**Assignment:** Print the whole listing again exactly, keeping no pictures in it.
* * * * * * * * *
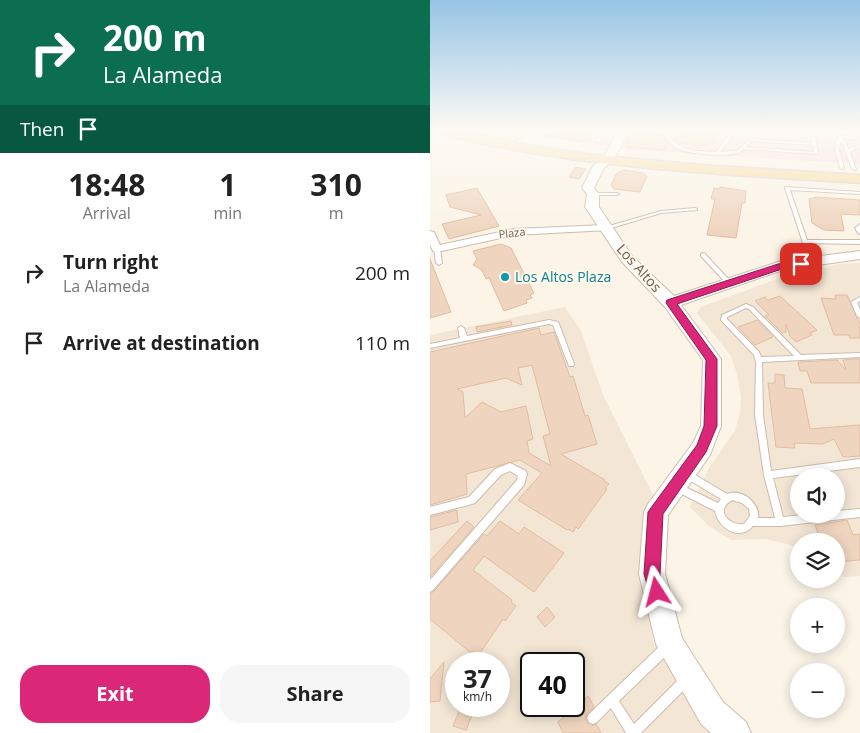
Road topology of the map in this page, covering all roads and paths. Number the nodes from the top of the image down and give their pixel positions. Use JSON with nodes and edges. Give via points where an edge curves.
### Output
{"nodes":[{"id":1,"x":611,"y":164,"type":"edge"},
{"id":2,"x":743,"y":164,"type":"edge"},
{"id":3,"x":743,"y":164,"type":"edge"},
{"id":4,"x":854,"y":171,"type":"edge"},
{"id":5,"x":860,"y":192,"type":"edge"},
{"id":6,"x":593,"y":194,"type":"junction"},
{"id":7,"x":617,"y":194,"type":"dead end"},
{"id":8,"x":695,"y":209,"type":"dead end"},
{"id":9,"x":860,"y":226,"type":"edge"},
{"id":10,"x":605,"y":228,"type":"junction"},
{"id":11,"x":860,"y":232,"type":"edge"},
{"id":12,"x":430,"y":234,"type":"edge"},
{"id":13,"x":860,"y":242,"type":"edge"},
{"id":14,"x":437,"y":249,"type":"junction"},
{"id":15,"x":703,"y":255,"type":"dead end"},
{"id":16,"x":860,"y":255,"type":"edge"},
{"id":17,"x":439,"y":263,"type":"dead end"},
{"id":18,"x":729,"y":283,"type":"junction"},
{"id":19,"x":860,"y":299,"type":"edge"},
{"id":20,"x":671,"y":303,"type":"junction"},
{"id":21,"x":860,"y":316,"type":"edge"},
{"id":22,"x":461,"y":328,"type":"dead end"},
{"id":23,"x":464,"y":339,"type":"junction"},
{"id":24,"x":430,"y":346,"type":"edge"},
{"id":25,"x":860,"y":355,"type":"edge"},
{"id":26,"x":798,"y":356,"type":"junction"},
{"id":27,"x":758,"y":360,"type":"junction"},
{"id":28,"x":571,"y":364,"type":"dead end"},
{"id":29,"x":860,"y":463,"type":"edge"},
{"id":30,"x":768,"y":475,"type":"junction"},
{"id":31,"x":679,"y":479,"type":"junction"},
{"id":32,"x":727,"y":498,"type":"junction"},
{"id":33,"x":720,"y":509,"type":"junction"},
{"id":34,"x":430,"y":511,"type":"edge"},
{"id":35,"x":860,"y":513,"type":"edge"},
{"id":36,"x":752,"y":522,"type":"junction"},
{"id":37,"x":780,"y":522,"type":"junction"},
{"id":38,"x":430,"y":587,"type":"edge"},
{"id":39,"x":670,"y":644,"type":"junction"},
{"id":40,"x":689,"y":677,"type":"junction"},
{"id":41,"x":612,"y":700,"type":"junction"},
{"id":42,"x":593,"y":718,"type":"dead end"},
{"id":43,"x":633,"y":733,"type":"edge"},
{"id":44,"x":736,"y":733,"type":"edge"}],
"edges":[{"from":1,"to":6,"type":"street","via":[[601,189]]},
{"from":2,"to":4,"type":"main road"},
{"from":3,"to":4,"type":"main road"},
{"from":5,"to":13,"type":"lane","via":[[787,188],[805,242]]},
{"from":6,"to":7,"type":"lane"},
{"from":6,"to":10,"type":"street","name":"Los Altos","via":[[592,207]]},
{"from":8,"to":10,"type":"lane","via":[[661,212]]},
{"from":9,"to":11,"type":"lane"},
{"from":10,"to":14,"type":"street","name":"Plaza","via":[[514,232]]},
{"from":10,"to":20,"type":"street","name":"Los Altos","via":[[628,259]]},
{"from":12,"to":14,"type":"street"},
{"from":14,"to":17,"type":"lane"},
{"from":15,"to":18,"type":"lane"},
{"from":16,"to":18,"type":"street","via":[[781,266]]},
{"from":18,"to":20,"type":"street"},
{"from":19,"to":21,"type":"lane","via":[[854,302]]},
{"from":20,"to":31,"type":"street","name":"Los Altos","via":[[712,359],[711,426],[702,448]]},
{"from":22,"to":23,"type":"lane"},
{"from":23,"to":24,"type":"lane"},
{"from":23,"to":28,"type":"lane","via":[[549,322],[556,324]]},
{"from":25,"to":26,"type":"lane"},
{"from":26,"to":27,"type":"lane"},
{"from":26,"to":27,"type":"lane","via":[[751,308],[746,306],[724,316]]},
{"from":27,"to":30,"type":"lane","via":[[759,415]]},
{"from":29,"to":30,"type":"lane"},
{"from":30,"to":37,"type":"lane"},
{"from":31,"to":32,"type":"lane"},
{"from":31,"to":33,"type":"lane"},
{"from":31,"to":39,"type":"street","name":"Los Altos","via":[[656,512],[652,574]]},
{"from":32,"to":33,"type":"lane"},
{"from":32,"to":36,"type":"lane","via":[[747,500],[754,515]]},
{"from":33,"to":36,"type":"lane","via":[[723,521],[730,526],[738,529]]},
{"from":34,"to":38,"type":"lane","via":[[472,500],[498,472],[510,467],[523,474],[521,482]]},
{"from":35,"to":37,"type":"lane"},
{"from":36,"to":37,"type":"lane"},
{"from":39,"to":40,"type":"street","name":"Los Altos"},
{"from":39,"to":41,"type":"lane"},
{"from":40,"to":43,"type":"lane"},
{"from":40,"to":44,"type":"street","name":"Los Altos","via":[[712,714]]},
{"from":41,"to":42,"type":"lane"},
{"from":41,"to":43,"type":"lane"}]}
* * * * * * * * *
**The completed task:**
Road topology of the map in this page, covering all roads and paths. Number the nodes from the top of the image down and give their pixel positions. Use JSON with nodes and edges. Give via points where an edge curves.
### Output
{"nodes":[{"id":1,"x":611,"y":164,"type":"edge"},
{"id":2,"x":743,"y":164,"type":"edge"},
{"id":3,"x":743,"y":164,"type":"edge"},
{"id":4,"x":854,"y":171,"type":"edge"},
{"id":5,"x":860,"y":192,"type":"edge"},
{"id":6,"x":593,"y":194,"type":"junction"},
{"id":7,"x":617,"y":194,"type":"dead end"},
{"id":8,"x":695,"y":209,"type":"dead end"},
{"id":9,"x":860,"y":226,"type":"edge"},
{"id":10,"x":605,"y":228,"type":"junction"},
{"id":11,"x":860,"y":232,"type":"edge"},
{"id":12,"x":430,"y":234,"type":"edge"},
{"id":13,"x":860,"y":242,"type":"edge"},
{"id":14,"x":437,"y":249,"type":"junction"},
{"id":15,"x":703,"y":255,"type":"dead end"},
{"id":16,"x":860,"y":255,"type":"edge"},
{"id":17,"x":439,"y":263,"type":"dead end"},
{"id":18,"x":729,"y":283,"type":"junction"},
{"id":19,"x":860,"y":299,"type":"edge"},
{"id":20,"x":671,"y":303,"type":"junction"},
{"id":21,"x":860,"y":316,"type":"edge"},
{"id":22,"x":461,"y":328,"type":"dead end"},
{"id":23,"x":464,"y":339,"type":"junction"},
{"id":24,"x":430,"y":346,"type":"edge"},
{"id":25,"x":860,"y":355,"type":"edge"},
{"id":26,"x":798,"y":356,"type":"junction"},
{"id":27,"x":758,"y":360,"type":"junction"},
{"id":28,"x":571,"y":364,"type":"dead end"},
{"id":29,"x":860,"y":463,"type":"edge"},
{"id":30,"x":768,"y":475,"type":"junction"},
{"id":31,"x":679,"y":479,"type":"junction"},
{"id":32,"x":727,"y":498,"type":"junction"},
{"id":33,"x":720,"y":509,"type":"junction"},
{"id":34,"x":430,"y":511,"type":"edge"},
{"id":35,"x":860,"y":513,"type":"edge"},
{"id":36,"x":752,"y":522,"type":"junction"},
{"id":37,"x":780,"y":522,"type":"junction"},
{"id":38,"x":430,"y":587,"type":"edge"},
{"id":39,"x":670,"y":644,"type":"junction"},
{"id":40,"x":689,"y":677,"type":"junction"},
{"id":41,"x":612,"y":700,"type":"junction"},
{"id":42,"x":593,"y":718,"type":"dead end"},
{"id":43,"x":633,"y":733,"type":"edge"},
{"id":44,"x":736,"y":733,"type":"edge"}],
"edges":[{"from":1,"to":6,"type":"street","via":[[601,189]]},
{"from":2,"to":4,"type":"main road"},
{"from":3,"to":4,"type":"main road"},
{"from":5,"to":13,"type":"lane","via":[[787,188],[805,242]]},
{"from":6,"to":7,"type":"lane"},
{"from":6,"to":10,"type":"street","name":"Los Altos","via":[[592,207]]},
{"from":8,"to":10,"type":"lane","via":[[661,212]]},
{"from":9,"to":11,"type":"lane"},
{"from":10,"to":14,"type":"street","name":"Plaza","via":[[514,232]]},
{"from":10,"to":20,"type":"street","name":"Los Altos","via":[[628,259]]},
{"from":12,"to":14,"type":"street"},
{"from":14,"to":17,"type":"lane"},
{"from":15,"to":18,"type":"lane"},
{"from":16,"to":18,"type":"street","via":[[781,266]]},
{"from":18,"to":20,"type":"street"},
{"from":19,"to":21,"type":"lane","via":[[854,302]]},
{"from":20,"to":31,"type":"street","name":"Los Altos","via":[[712,359],[711,426],[702,448]]},
{"from":22,"to":23,"type":"lane"},
{"from":23,"to":24,"type":"lane"},
{"from":23,"to":28,"type":"lane","via":[[549,322],[556,324]]},
{"from":25,"to":26,"type":"lane"},
{"from":26,"to":27,"type":"lane"},
{"from":26,"to":27,"type":"lane","via":[[751,308],[746,306],[724,316]]},
{"from":27,"to":30,"type":"lane","via":[[759,415]]},
{"from":29,"to":30,"type":"lane"},
{"from":30,"to":37,"type":"lane"},
{"from":31,"to":32,"type":"lane"},
{"from":31,"to":33,"type":"lane"},
{"from":31,"to":39,"type":"street","name":"Los Altos","via":[[656,512],[652,574]]},
{"from":32,"to":33,"type":"lane"},
{"from":32,"to":36,"type":"lane","via":[[747,500],[754,515]]},
{"from":33,"to":36,"type":"lane","via":[[723,521],[730,526],[738,529]]},
{"from":34,"to":38,"type":"lane","via":[[472,500],[498,472],[510,467],[523,474],[521,482]]},
{"from":35,"to":37,"type":"lane"},
{"from":36,"to":37,"type":"lane"},
{"from":39,"to":40,"type":"street","name":"Los Altos"},
{"from":39,"to":41,"type":"lane"},
{"from":40,"to":43,"type":"lane"},
{"from":40,"to":44,"type":"street","name":"Los Altos","via":[[712,714]]},
{"from":41,"to":42,"type":"lane"},
{"from":41,"to":43,"type":"lane"}]}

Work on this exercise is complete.